Pour finir, l’avenir des vois maritimes de l’hyper-centre strasbourgeois devra aussi se faire sans motorisation gazole. Les enjeux sanitaires doivent aussi exister sur l’eau pour l’ensemble des acteurs, Batorama compris.
Bonjour M. Meyer,
Batorama communique depuis plusieurs années sur sa volonté de passer ses bateaux aux moteurs GPL. Ils en ont les moyens avec les bénéfices engrangés les dernières années du fait de sa situation monopolistique.
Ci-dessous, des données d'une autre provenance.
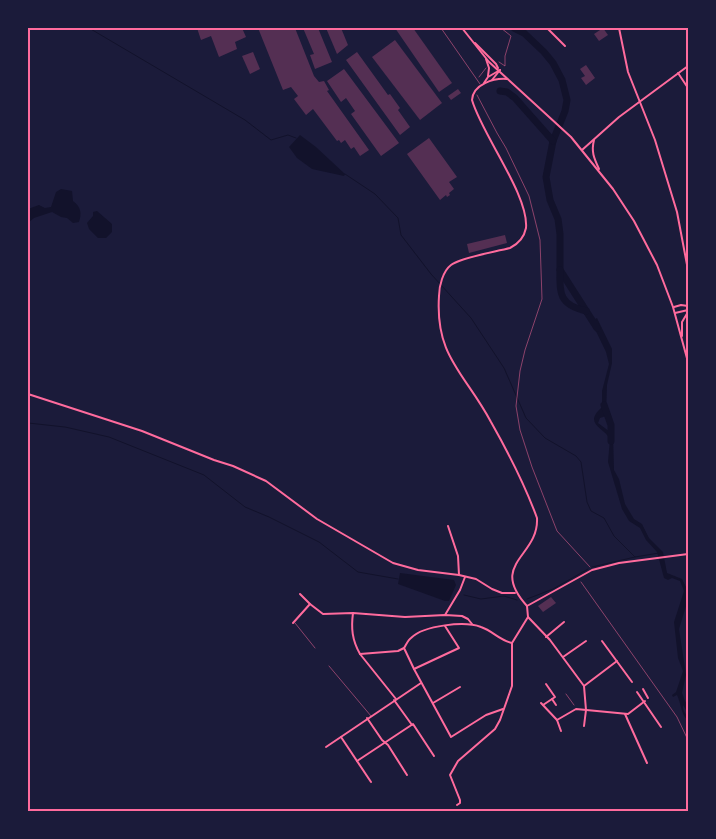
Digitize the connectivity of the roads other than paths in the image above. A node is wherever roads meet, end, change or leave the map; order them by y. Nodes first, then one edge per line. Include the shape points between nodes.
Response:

Nous avons également réalisés de gros investissements cette année et avons changé notre moteur ; malheureusement notre bateau n’était pas adaptable à un moteur GPL ou Electrique. Nous avons cependant un moteur neuf moins polluant. L’an dernier en effectuant environ 140 croisières nous n’avons pas consommé plus de gasoil qu’une voiture sur une année.
La dernière phrase de votre commentaire est-elle un moyen détourné de laisser accès à la voie d’eau uniquement à certains types d’opérateurs ?
Cordialement,
Quentin
Bonjour,
Vu de l’extérieur, le potentiel de développement des voies navigables restent important. Et les possibilités d’accostage (MAMCS, André Malraux, Orangerie, Quai du maire Dietrich,…) et de circuit nombreux (direction la Wantzenau, étang Gerig, Port du Rhin….)
Que des freins existent pour des raisons de sécurtié (quoique vu le niveau de sécurité des nouveaux pontons du Quai des Bateliers !) ou d’absence d’infrastructures peut durer un temps. Mais si la volonté est déviter la concurrence, Strasbourg se trouvera dans la même position qu’à l’aéroport d’Entzheim avec le monopole d’Air France: une sous exploitation des équipements, des emplois dans les cartons, et des revenus pouvant servir au developpement du transport (éco-)urbain. Et pourquoi pas une ligne entre l’hyper-centre et André Marlaux, voire Kehl/ Jardin des 2 Rives pour le tourisme à tendance shopping? Les idées sont présnetes. Aux acteurs de se mettre d’accord.
Salutations,
Bonjour,
Il aura fallu un article sur Pokaa pour que l’adjoint au maire se donne la peine à répondre à monsieur Monnier. C’est pitoyable. C’est dire comme la mairie de Strasbourg est proche de ses concitoyens.